Exercise objective → All lines holding the word "them" in the listing below need to be copied.

(Entries shown)

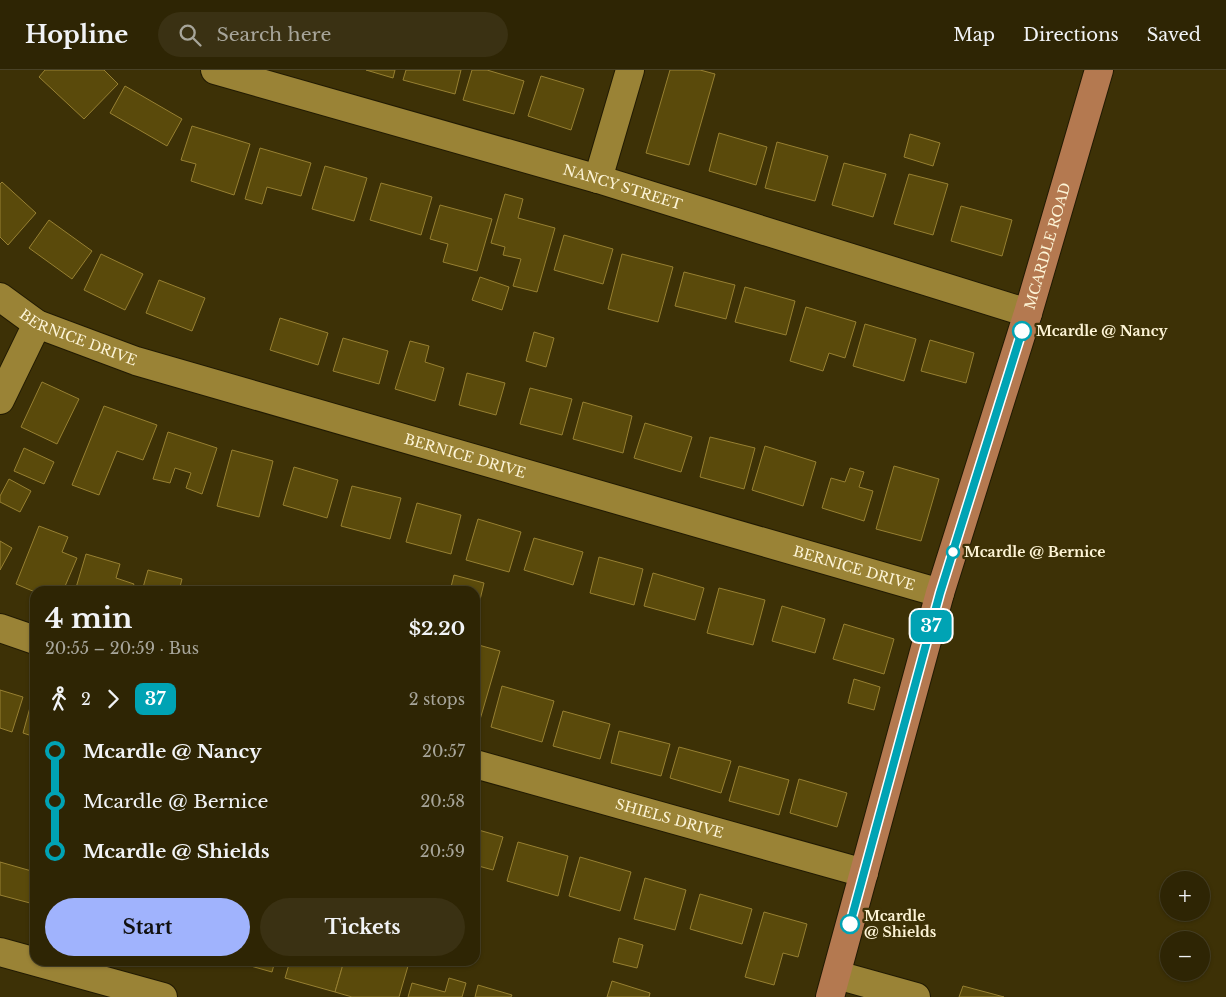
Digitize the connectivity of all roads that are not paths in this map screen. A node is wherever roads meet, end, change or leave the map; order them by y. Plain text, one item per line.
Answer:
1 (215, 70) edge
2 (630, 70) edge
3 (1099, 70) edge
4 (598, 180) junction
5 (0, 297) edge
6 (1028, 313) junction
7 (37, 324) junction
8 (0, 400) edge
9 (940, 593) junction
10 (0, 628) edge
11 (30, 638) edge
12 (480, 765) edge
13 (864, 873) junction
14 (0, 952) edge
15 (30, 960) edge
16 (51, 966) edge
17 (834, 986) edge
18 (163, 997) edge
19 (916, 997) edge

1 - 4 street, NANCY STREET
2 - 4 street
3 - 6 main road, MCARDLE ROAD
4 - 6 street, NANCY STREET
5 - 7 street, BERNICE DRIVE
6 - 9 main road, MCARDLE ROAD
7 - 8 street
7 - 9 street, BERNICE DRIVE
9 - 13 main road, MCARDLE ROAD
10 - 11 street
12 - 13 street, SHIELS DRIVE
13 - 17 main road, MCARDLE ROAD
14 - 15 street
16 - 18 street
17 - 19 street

(End Entries shown)
(Entries shown)

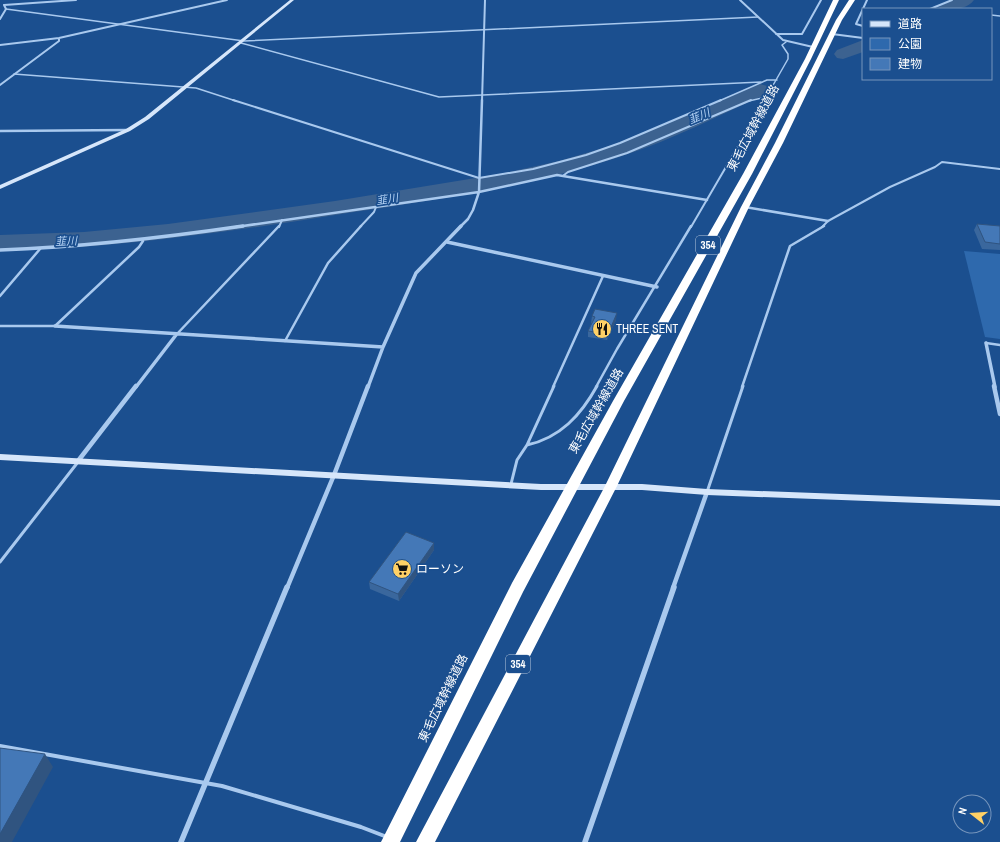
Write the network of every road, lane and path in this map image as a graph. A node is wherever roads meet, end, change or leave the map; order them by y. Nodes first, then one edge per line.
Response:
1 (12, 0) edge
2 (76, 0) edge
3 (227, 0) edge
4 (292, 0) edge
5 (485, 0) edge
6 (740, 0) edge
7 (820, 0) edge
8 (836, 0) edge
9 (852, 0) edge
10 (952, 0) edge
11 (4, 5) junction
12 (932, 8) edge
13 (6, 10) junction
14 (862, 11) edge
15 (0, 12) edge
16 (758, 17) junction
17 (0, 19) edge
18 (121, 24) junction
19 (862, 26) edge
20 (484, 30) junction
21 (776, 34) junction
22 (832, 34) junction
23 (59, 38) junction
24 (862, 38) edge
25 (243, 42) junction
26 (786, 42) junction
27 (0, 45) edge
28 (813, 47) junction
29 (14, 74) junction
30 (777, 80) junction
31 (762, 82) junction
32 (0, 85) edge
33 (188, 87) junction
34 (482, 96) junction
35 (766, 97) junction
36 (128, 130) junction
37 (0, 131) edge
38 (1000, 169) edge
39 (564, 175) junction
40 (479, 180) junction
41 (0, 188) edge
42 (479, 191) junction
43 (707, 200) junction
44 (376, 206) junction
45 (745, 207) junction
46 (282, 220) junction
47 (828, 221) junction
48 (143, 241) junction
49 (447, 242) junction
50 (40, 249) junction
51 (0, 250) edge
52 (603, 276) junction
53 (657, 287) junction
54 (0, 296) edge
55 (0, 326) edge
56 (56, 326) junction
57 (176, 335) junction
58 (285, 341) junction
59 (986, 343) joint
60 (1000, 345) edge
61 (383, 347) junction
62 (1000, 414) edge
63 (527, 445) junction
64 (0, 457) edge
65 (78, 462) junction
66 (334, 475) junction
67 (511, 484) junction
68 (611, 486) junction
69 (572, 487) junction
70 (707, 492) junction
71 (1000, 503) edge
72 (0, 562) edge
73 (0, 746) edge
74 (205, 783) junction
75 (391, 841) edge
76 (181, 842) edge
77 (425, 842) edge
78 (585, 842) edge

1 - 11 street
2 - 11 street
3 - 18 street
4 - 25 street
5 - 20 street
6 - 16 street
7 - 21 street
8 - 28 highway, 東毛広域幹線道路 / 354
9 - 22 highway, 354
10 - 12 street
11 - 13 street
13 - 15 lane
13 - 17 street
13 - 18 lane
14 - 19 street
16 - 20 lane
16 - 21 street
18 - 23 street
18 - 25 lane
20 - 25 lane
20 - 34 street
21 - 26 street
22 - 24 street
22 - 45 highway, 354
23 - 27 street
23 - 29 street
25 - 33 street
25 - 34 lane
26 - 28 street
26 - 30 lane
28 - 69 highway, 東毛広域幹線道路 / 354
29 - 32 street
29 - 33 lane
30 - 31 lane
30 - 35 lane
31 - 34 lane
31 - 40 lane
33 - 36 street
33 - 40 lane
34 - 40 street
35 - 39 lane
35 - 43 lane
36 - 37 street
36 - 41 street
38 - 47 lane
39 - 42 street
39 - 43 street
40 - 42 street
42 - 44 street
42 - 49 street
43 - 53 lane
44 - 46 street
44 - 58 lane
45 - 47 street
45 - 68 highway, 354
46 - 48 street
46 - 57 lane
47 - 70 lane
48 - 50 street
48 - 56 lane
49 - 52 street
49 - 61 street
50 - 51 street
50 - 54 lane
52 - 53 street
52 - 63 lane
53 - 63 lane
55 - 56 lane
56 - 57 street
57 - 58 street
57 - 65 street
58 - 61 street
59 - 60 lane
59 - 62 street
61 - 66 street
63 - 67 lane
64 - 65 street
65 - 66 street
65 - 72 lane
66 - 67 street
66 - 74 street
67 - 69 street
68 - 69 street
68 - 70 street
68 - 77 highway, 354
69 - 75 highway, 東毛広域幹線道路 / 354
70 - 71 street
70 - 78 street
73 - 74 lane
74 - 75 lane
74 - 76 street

(End Entries shown)

Result of the task →
Digitize the connectivity of all roads that are not paths in this map screen. A node is wherever roads meet, end, change or leave the map; order them by y. Plain text, one item per line.
Write the network of every road, lane and path in this map image as a graph. A node is wherever roads meet, end, change or leave the map; order them by y. Nodes first, then one edge per line.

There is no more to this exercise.